Physicians' Behaviors for Prostate Cancer Screening Among Average-Risk Versus High-Risk Patients in Hypothetical Scenarios.a
| Patient Scenario #1: Healthyb 55-Year-Old White Male With No Family History | Patient Scenario #2: Healthyb 45-Year-Old African American Male With No Family History | Patient Scenario #3: Healthyb 50-Year-Old Male With a Family History | P Value | ||||
|---|---|---|---|---|---|---|---|
| Unweighted, n | Weighted, % (95% CI) | Unweighted, n | Weighted, % (95% CI) | Unweighted, n | Weighted, % (95% CI) | ||
| For this type of patient, physician generally… | |||||||
| Refers to a urologist for screening | 4 | 0.0 (0.0-0.1) | 5 | 0.0 (0.0-0.1) | 16 | 0.7 (0.3-1.7) | .08 |
| Orders the PSA test without discussing the possible benefits and risks with the patient | 184 | 16.6 (14.0-19.4) | 152 | 12.6 (10.4-15.3) | 175 | 16.1 (13.6-19.0) | .06 |
| Discussesc and then recommends the test | 734 | 57.3 (53.6-60.9) | 711 | 53.4 (49.7-57.1) | 881 | 68.7 (65.2-72.0) | <.001 |
| Discussesc and then lets him decide whether or not to have the test | 269 | 23.3 (20.4-26.6) | 250 | 23.4 (20.4-26.6) | 141 | 13.4 (11.1-16.1) | <.001 |
| Discussesc and then recommends against the test | 11 | 1.0 (0.5-2.1) | 13 | 1.1 (0.5-2.2) | 7 | 0.6 (0.2-1.6) | .58 |
| Does not order the PSA test or discussesc unless the patient asks | 14 | 1.5 (0.8-2.7) | 79 | 8.7 (6.8-11.1) | 0 | – | <.001 |
| Other | 4 | 0.3 (0.1-1.1) | 8 | 0.8 (0.3-1.9) | 3 | 0.5 (0.2-1.5) | .46 |
| If you offer the PSA test and the patient declines, would you try to persuade him to have the test? | <.001 | ||||||
| Yes | 720 | 52.5 (48.8-56.1) | 787 | 57.1 (53.5-60.7) | 1047 | 82.2 (79.2-84.8) | |
| No | 443 | 42.0 (38.4-45.7) | 381 | 38.6 (35.1-42.3) | 155 | 15.3 (12.8-18.0) | |
| Don’t know | 62 | 5.5 (4.0-7.6) | 46 | 4.3 (3.0-6.0) | 26 | 2.7 (1.6-4.2) | |
Abbreviations: CI, confidence interval; PSA, prostate-specific antigen.

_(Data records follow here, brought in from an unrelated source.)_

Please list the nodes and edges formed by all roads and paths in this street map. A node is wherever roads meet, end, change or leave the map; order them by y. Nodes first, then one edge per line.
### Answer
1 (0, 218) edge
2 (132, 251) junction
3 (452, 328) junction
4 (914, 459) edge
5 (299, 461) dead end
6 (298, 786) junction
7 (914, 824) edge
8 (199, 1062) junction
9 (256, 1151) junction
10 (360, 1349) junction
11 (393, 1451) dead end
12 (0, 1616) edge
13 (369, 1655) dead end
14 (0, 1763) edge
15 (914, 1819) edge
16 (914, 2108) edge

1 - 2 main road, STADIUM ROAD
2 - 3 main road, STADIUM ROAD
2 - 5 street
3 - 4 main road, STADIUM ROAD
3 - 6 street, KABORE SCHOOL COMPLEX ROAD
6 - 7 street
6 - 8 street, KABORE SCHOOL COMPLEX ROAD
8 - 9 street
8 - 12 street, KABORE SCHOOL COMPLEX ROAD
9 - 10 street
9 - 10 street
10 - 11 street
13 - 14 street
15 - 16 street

aUnweighted frequency and weighted percentages of columns based on valid responses for each category.
bHealthy indicates having no current prostate-related symptoms and no serious comorbidities.
cDiscusses the possible benefits and risks of PSA screening with the patient.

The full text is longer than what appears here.